Elle ouvrit les yeux. Les images lui parurent aussitôt moins agressives, mais elle ne put chasser le défilé des souvenirs. Elle se remit à préparer le petit déjeuner, avec des gestes de robot, le corps enflammé par l’adrénaline. Elle était en train de mettre la table quand la voix de sa fille retentit à nouveau.
— Maman, y en a encore pour combien de temps ?
Elle sursauta. L’assiette lui glissa des mains et tomba avec fracas sur le sol.
— Qu’est-ce qui s’est passé ? cria April en surgissant près d’elle.
— Rien, dit Riley.
Elle nettoya le désordre et se mit à table avec April. Un silence hostile s’établit entre elles, comme d’habitude. Riley aurait voulu briser le cercle vicieux, atteindre April et lui dire : April, c’est moi, ta maman, je t’aime. Elle avait déjà essayé de nombreuses fois, mais cela ne faisait qu’empirer les choses. Sa fille la haïssait et Riley ne savait pas pourquoi, ni comment faire pour que ça s’arrête.
— Qu’est-ce que tu vas faire aujourd’hui ? demanda-t-elle à April.
— À ton avis ? grommela April. Je vais en cours.
— Je voulais dire après, dit Riley en tâchant de parler d’une voix calme et compatissante. Je suis ta mère. Je veux savoir. C’est normal.
— Rien n’est normal dans notre famille.
Elles mangèrent en silence pendant quelques minutes.
— Tu ne me dis jamais rien, dit Riley.
— Toi non plus.
Cette réplique anéantissait tout espoir d’avoir une conversation.
Ce n’est que justice, pensa Riley avec amertume. C’était même plus vrai que April ne l’aurait cru. Riley ne lui avait jamais parlé de son travail ou de ses affaires. Elle ne lui avait jamais parlé de sa capture, de son séjour à l’hôpital, de la raison pour laquelle elle était « en vacances » maintenant. Tout ce que April savait, c’était qu’elle avait été obligée de vivre avec son père pendant tout ce temps et elle le détestait encore plus qu’elle ne détestait Riley. Même si Riley brûlait d’envie de lui en parler, il valait mieux que April ne sache pas ce que sa mère avait enduré.

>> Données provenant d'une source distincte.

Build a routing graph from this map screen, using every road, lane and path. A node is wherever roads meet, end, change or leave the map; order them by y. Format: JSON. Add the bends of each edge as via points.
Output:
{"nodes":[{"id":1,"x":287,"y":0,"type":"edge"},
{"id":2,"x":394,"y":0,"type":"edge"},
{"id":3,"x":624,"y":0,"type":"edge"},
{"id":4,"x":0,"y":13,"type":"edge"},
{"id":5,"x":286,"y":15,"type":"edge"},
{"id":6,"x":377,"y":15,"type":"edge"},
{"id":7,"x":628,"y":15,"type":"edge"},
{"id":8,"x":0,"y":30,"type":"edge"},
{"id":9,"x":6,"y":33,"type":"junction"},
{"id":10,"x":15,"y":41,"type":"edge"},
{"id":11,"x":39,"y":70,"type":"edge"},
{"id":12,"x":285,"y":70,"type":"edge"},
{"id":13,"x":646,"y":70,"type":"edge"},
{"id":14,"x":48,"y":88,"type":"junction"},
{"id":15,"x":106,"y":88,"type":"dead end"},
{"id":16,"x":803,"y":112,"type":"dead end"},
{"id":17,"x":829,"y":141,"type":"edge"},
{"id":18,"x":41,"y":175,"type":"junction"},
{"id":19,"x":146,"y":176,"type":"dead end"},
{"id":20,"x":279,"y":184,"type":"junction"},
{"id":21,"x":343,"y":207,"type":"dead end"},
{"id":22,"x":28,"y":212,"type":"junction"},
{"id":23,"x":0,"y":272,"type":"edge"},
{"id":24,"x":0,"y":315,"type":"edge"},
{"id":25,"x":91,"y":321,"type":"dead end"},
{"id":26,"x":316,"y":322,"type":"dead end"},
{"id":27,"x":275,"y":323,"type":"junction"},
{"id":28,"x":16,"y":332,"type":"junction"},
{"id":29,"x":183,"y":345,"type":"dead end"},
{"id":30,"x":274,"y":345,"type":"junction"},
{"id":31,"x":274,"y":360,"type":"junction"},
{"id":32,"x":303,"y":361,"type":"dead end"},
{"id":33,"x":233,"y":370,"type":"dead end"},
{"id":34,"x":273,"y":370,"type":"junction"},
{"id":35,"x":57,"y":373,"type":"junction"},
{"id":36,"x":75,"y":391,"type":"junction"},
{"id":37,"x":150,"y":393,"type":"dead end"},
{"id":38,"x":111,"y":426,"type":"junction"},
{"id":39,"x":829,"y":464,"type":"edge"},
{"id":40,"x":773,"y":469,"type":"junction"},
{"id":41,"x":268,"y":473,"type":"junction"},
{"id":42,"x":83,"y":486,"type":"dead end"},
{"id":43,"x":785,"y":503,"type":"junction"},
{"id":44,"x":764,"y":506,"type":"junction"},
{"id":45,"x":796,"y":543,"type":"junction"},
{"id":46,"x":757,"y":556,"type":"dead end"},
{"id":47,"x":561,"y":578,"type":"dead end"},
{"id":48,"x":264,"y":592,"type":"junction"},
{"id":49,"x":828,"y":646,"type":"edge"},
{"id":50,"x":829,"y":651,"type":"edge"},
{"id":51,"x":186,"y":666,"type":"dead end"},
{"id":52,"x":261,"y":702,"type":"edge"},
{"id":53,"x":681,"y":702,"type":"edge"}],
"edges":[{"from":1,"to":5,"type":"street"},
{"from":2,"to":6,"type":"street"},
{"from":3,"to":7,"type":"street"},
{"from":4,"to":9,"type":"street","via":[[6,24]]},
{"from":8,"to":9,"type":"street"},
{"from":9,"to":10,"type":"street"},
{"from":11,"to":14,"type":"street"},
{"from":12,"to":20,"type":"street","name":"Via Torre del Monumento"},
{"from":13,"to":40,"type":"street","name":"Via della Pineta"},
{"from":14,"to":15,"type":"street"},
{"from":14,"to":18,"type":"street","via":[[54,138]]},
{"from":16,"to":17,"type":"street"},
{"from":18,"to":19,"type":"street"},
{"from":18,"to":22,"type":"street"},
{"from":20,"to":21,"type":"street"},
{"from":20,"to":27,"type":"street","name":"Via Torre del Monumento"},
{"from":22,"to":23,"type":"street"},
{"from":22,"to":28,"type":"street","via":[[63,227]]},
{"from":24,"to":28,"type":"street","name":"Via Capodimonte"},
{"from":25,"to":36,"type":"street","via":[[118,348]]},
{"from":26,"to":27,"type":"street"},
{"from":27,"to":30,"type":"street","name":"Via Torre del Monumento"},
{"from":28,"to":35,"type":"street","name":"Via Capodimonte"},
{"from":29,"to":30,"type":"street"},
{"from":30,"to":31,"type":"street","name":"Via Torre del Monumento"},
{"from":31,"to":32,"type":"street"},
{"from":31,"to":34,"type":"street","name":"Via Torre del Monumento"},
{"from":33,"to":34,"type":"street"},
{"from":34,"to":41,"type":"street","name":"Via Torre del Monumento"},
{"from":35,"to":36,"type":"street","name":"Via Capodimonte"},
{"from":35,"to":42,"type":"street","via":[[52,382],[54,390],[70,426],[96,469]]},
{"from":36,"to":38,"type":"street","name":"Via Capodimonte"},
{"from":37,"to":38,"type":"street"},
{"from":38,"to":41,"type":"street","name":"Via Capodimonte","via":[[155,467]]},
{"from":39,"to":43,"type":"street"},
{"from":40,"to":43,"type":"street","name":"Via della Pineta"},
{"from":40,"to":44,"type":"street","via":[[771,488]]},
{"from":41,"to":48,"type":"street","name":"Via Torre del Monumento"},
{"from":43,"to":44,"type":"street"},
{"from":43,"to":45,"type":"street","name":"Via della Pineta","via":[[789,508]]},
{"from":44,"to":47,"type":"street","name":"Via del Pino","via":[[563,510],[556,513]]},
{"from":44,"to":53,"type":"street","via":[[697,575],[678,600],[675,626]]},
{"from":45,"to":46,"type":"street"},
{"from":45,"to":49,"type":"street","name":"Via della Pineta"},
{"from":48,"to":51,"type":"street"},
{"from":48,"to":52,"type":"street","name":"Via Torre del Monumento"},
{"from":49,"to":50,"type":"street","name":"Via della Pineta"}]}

Riley s’habilla et conduisit April à l’école. Elles n’échangèrent pas un mot pendant le trajet. Quand elle laissa April descendre de la voiture, elle lança :
— Je te vois à dix heures.
April lui adressa un vague salut en s’éloignant.
Riley roula jusqu’à un café non loin. C’était devenu sa routine. Il lui était difficile de passer du temps dans un endroit public et c’était justement la raison pour laquelle il était important qu’elle le fasse. Le café était petit, jamais encombré, même le matin, et elle parvenait à s’y sentir plus ou moins en sécurité.
Assise là, en train de siroter un cappuccino, elle se rappela les suppliques de Bill. Ça faisait maintenant six semaines, putain. Il fallait que ça change. Il fallait qu’elle change, mais elle n’avait aucune idée de la marche à suivre pour y parvenir.
Cependant, une idée commençait à prendre forme. Elle savait ce qu’elle devait faire en premier.